Problem to work on: Copy out, from the data, each line containing the string "after".

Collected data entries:
- - -

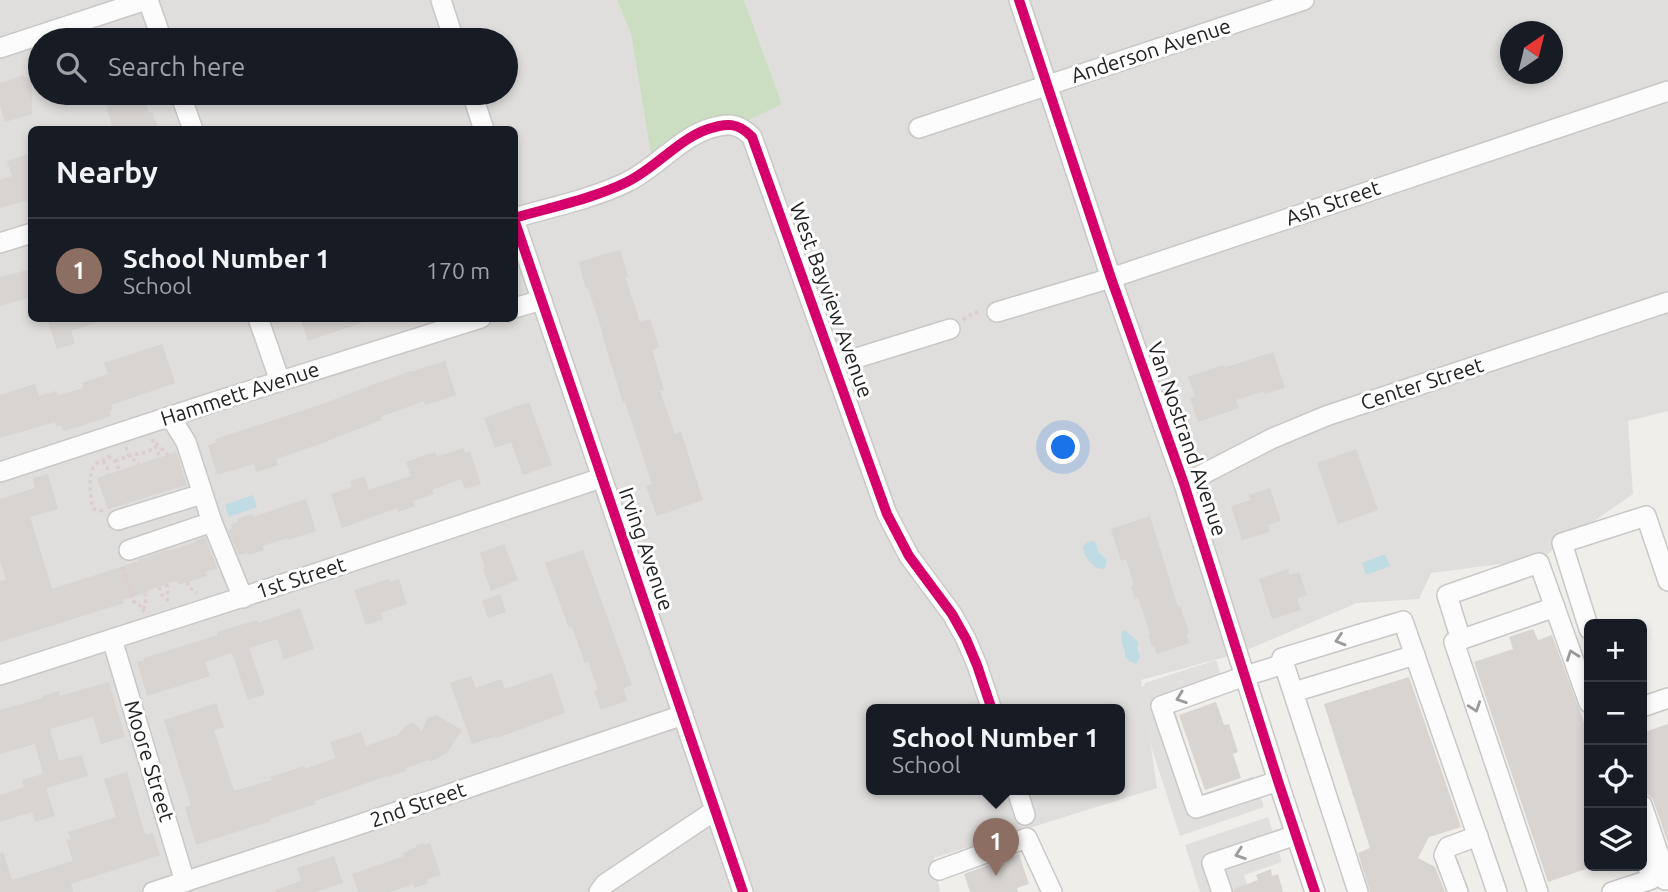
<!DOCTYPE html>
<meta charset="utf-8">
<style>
:root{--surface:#171b24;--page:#242831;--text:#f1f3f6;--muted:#9ea1a6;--line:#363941;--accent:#0b8043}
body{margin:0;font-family:Ubuntu,sans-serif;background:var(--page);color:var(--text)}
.controls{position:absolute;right:21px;bottom:21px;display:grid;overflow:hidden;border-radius:10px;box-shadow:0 4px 10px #0003}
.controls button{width:63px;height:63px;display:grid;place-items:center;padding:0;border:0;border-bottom:2px solid var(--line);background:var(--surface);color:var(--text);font:35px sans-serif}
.compass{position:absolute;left:1500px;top:21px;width:63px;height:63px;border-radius:50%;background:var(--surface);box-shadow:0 4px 10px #0003;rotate:35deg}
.you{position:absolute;left:1064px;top:448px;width:24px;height:24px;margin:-18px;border:5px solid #fff;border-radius:50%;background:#1a73e8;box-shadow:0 0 0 10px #1a73e833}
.badge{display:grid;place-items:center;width:46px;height:46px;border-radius:50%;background:var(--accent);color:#fff;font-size:23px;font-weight:700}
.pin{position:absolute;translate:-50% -58px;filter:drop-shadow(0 2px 4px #0008)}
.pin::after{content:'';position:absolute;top:37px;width:24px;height:21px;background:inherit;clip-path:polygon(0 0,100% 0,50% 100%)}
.popup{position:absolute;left:866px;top:704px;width:259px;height:91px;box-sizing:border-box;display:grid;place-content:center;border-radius:10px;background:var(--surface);filter:drop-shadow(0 2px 5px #0005);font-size:23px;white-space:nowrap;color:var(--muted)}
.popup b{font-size:26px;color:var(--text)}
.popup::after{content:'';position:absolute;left:50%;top:100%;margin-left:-14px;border:14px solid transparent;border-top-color:var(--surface)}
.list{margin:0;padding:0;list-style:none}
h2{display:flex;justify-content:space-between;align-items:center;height:91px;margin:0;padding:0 28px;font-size:30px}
h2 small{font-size:23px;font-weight:400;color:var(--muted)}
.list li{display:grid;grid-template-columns:46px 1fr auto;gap:21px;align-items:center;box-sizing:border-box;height:105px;padding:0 28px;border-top:2px solid var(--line)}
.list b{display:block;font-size:26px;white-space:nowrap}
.list p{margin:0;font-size:23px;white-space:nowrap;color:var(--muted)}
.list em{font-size:23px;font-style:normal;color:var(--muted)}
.icon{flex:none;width:38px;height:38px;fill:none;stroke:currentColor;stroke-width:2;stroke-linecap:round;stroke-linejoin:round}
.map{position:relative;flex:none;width:1668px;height:892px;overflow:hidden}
.search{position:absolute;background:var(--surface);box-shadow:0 4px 10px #0003;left:28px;top:28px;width:490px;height:77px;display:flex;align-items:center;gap:18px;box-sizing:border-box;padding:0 24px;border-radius:38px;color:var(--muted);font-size:26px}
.panel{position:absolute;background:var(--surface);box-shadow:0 4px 10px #0003;left:28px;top:126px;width:490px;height:196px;border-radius:10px}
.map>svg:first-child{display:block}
.residential{fill:#dfdedc;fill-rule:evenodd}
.forest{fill:#cbdec1}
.parking{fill:#e0dfde}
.water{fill:#bfdbe3}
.building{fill:#d7d4d2}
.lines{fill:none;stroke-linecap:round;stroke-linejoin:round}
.minor-casing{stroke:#c9c8c7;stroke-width:22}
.path{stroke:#dccecd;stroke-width:3.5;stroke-dasharray:3.5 3.5;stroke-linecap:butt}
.minor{stroke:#fdfcfc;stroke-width:19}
.cycleway-casing{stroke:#fff;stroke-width:15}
.cycleway{stroke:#d6006c;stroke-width:10}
.oneway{stroke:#9a9a9a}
.labels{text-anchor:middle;stroke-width:6;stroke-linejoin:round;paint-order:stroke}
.street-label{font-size:21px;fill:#222;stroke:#fff}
</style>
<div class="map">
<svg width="1668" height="892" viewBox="0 0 1668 892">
<rect width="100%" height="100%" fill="#f0eeeb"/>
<path class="residential" d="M0 0H617L631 34 653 166 782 104 744 0H1668V411L1628 421 1633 494 1540 559 1431 573 1419 599 1357 603 1240 653 1141 680 1157 788 934 858 940 892H0ZM1510 32H1552V74H1510ZM40 40H506V93H40ZM32 130H514V318H32ZM872 710H1120V790H872Z"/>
<polygon class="forest" points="617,0 744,0 782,104 653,167 631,34"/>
<g class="parking">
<polygon points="1216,660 1227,693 1175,710 1202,794 1254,776 1264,807 1180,836 1133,690 1144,686 1145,683"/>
<polygon points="1268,817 1282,862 1244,875 1249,892 1200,892 1185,845"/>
</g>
<g class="water">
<polygon points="253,495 257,507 229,517 225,505"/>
<path d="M1093 541 1096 543 1098 551 1107 560 1104 569 1097 568C1088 562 1073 543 1093 541Z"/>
<polygon points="1385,554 1390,566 1366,575 1362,563"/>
<path d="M1125 630 1138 642 1137 649 1140 656 1136 664 1129 661 1125 656C1126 647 1118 641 1122 632Z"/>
</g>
<g class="building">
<polygon points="24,75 25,78 32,76 32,114 5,122 0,105 0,83"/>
<polygon points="103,93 142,93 149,113 152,112 159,130 113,130"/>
<polygon points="32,153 32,199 0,208 0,180 12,176 7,161"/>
<polygon points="620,250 628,277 625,277 640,322 650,319 659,347 652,350 664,390 660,391 675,434 681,432 703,500 657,516 646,486 652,484 625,402 623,403 602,334 603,334 588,288 586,289 579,262"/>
<polygon points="32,269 32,297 0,306 0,277"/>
<polygon points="60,318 100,318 100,321 71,331 75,343 57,349 48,322"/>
<polygon points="300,318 367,318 367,321 308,341"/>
<polygon points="162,344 175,383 111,405 113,410 110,411 111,416 78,427 63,431 61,425 56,426 55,422 0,438 0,395 35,384 39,396 56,391 57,396 83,388 82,383 108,374 104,363"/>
<polygon points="1273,352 1285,388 1265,394 1264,391 1236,400 1239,408 1198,422 1190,398 1195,396 1188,377 1223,365 1224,368"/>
<polygon points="445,361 456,395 425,405 424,401 380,417 382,420 329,440 329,441 276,459 278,465 257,472 254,464 217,475 208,445 216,443 215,439 317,406 410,371 410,372"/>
<polygon points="529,402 552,465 523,475 511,442 495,448 484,418"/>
<polygon points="463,448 465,453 470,451 481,484 465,489 461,479 432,490 434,494 413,501 415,506 398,512 397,508 342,528 331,494 352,487 350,481 364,476 369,490 411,476 406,462 435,452 437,457"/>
<polygon points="1356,449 1378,510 1338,524 1317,463"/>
<polygon points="176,452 187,485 108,509 97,478"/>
<polygon points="48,474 58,509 30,517 52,589 139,561 138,560 167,550 167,551 196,542 195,541 205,537 217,568 205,572 207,576 178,585 177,581 148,590 148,592 123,600 124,603 0,642 0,581 6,580 0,560 0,499 35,488 33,478"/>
<polygon points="1270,488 1281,521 1268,525 1270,532 1242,540 1231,506 1251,500 1249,495"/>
<polygon points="306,499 316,531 288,540 287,538 262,546 264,550 249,555 248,552 239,555 228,530 232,529 231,524 238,522 237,519 252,514 253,517"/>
<polygon points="1150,516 1178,607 1180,606 1189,633 1186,634 1189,643 1157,654 1154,646 1152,647 1148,634 1150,633 1138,598 1135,599 1131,586 1134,585 1126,559 1121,561 1111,529"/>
<polygon points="504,544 518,580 491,591 483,569 485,568 480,553"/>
<polygon points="583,550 632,685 623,689 627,700 601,710 594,691 598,689 588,661 585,663 572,627 569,628 545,563"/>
<polygon points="1288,569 1289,575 1299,572 1307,595 1297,598 1301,610 1272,619 1259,579"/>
<polygon points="388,579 390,582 399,579 407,604 381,613 383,619 366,625 354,590"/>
<polygon points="500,594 506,612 488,618 482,601"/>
<polygon points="300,608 314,649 284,659 277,639 249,648 265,694 248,700 232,653 205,662 210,676 147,696 137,662 145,660 144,658 218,635 217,632 257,620 258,623"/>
<polygon points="1533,629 1538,640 1552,635 1589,736 1589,868 1548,882 1474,662 1513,649 1509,637"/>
<polygon points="552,673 565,713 497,738 496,736 472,744 450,683 471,676 476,688 501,679 505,689"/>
<polygon points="1409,677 1461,827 1429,837 1418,858 1435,867 1445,892 1370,892 1358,853 1370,848 1324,704"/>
<polygon points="109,682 125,737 101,744 93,717 50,729 59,761 82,755 88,776 46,788 55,816 35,822 32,812 0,822 0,795 24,787 22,780 43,774 35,744 0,754 0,710 43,698 42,696 59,691 60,696"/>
<polygon points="1216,702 1224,725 1229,724 1238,752 1233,754 1241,778 1205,790 1179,715"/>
<polygon points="216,703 224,727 214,730 234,791 272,780 271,777 304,766 305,769 336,758 330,742 361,732 366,746 398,735 405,726 413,722 422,731 428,718 436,715 462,730 447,753 440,756 438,758 431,761 428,760 405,769 406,771 388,777 387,776 315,801 316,804 269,819 270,821 196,845 185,807 191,805 164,720"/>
<polygon points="1668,724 1668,843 1653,800 1649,795 1642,792 1642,733"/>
<polygon points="127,772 145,835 153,833 160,855 71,884 73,892 0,892 0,853 3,852 12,880 73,861 66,840 71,839 68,832 116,817 104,779"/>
<polygon points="423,843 425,845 430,843 441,875 427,879 428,883 415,888 413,884 390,892 358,892 352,874 404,856 403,853 415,848 416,846"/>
<polygon points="1019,854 1029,884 1017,888 1018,892 970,892 964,874"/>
<polygon points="334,856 343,883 315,892 276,892 276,890 301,881 297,868"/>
<polygon points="1271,869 1272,876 1278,874 1283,892 1234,892 1234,889 1258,880 1256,875"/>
</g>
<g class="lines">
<defs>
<g id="minor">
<polyline points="148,0 162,40"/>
<polyline points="441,0 454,40"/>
<polyline points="1019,0 1111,278 1184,484 1278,781 1315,892"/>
<polyline points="0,48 146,0"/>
<polyline points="180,93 193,130"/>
<polyline points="472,93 484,130"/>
<polyline points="919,128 1304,0"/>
<path d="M514 218C552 207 592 199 627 182 656 168 677 140 708 129 726 123 738 122 752 137L887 514 909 556 952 614 966 639 977 665 992 710"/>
<polyline points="514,219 743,892"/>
<polyline points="0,243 32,233"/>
<polyline points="514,308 542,300"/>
<polyline points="997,312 1111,278 1668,91"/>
<polyline points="258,318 280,381"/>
<polyline points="834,365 950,329"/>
<polyline points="170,416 186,442 212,522 243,598"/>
<polyline points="0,472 214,402 481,318"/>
<polyline points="1184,484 1271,439 1326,416 1668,302"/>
<polyline points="118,520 202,494"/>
<polyline points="129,550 212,522"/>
<polyline points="1589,629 1562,543 1646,516 1668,581"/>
<polyline points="112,639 185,882"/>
<polyline points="1461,640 1447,595 1539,563 1589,703"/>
<polyline points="0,675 311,575 601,478"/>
<polyline points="1294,692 1415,655"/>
<polyline points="1642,707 1668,698"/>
<polyline points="1278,781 1196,808 1161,706 1245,676 1284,664"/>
<polyline points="1017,790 1025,815"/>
<polyline points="1642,805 1660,858 1665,880"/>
<polyline points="939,870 1027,838 1052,892"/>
<polyline points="153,892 346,829 683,715"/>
<polyline points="599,892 605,884 714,811"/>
<polyline points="1222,892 1212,863 1296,835"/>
<polyline points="1358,892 1282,658 1403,621 1497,892"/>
<polyline points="1458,892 1444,855 1448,847 1478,836"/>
<polyline points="1538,892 1454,642 1555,607"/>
<polyline points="1612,892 1652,879 1642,851"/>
</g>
</defs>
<use href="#minor" class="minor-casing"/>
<g class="path">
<polyline points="963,320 973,313 981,312"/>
<polyline points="152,439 160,457"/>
<polyline points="156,443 168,455"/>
<polyline points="126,447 129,456 139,464"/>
<polyline points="108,456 116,462 119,470"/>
<polyline points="103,461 107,466 108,474"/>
<path d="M115 461C128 455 143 454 156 448"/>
<path d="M103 511 94 509 92 505C91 494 87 475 95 465 98 461 104 460 109 456"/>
<polyline points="123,567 133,601 142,607 144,612"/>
<polyline points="187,582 189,587 197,593"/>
<polyline points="167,584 168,599"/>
<polyline points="159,587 162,595 169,601"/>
<polyline points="143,609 146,604 145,594"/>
</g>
<use href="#minor" class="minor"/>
<defs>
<g id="cycleway">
<polyline points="1019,0 1111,278 1184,484 1278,781 1315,892"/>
<path d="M514 218C552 207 592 199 627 182 656 168 677 140 708 129 726 123 738 122 752 137L887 514 909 556 952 614 966 639 977 665 992 710"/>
<polyline points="514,219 743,892"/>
</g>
</defs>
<use href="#cycleway" class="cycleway-casing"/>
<use href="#cycleway" class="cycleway"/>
</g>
<defs><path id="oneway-chevron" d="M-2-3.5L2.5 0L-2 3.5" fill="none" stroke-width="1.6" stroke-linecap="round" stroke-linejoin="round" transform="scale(1.75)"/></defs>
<g class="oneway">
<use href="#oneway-chevron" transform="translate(1340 640) rotate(163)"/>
<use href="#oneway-chevron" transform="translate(1572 655) rotate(-110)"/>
<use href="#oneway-chevron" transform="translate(1181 698) rotate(160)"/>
<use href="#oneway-chevron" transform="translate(1475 707) rotate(71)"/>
<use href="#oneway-chevron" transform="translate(1240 854) rotate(161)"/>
</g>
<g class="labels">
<g class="street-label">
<text transform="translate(1151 51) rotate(-18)" y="7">Anderson Avenue</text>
<text transform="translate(1333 203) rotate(-19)" y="7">Ash Street</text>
<text transform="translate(831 300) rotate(70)" y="7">West Bayview Avenue</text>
<text transform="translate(1422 384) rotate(-18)" y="7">Center Street</text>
<text transform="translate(240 394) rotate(-18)" y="7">Hammett Avenue</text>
<text transform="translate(1187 439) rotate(71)" y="7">Van Nostrand Avenue</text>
<text transform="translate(646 549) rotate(71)" y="7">Irving Avenue</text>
<text transform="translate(301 578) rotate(-18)" y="7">1st Street</text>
<text transform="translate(149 761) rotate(73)" y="7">Moore Street</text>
<text transform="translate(418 805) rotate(-19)" y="7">2nd Street</text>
</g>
</g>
</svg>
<div class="controls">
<button>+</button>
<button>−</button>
<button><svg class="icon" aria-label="locate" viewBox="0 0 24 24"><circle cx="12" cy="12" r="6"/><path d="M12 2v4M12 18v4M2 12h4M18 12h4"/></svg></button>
<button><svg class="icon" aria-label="layers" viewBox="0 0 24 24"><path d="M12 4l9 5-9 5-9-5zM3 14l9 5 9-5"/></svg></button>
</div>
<svg class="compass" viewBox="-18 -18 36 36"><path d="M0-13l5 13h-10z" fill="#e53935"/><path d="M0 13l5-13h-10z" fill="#9ea1a6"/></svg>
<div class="you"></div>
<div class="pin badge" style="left:996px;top:876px;background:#8d6e63">1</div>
<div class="popup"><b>School Number 1</b>School</div>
<div class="search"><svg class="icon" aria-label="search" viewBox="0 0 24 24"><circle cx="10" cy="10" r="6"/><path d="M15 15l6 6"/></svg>Search here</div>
<section class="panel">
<h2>Nearby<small></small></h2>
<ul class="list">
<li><span class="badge" style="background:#8d6e63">1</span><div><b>School Number 1</b><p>School</p></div><em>170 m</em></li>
</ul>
</section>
</div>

- - -

Response area:
.pin::after{content:'';position:absolute;top:37px;width:24px;height:21px;background:inherit;clip-path:polygon(0 0,100% 0,50% 100%)}
.popup::after{content:'';position:absolute;left:50%;top:100%;margin-left:-14px;border:14px solid transparent;border-top-color:var(--surface)}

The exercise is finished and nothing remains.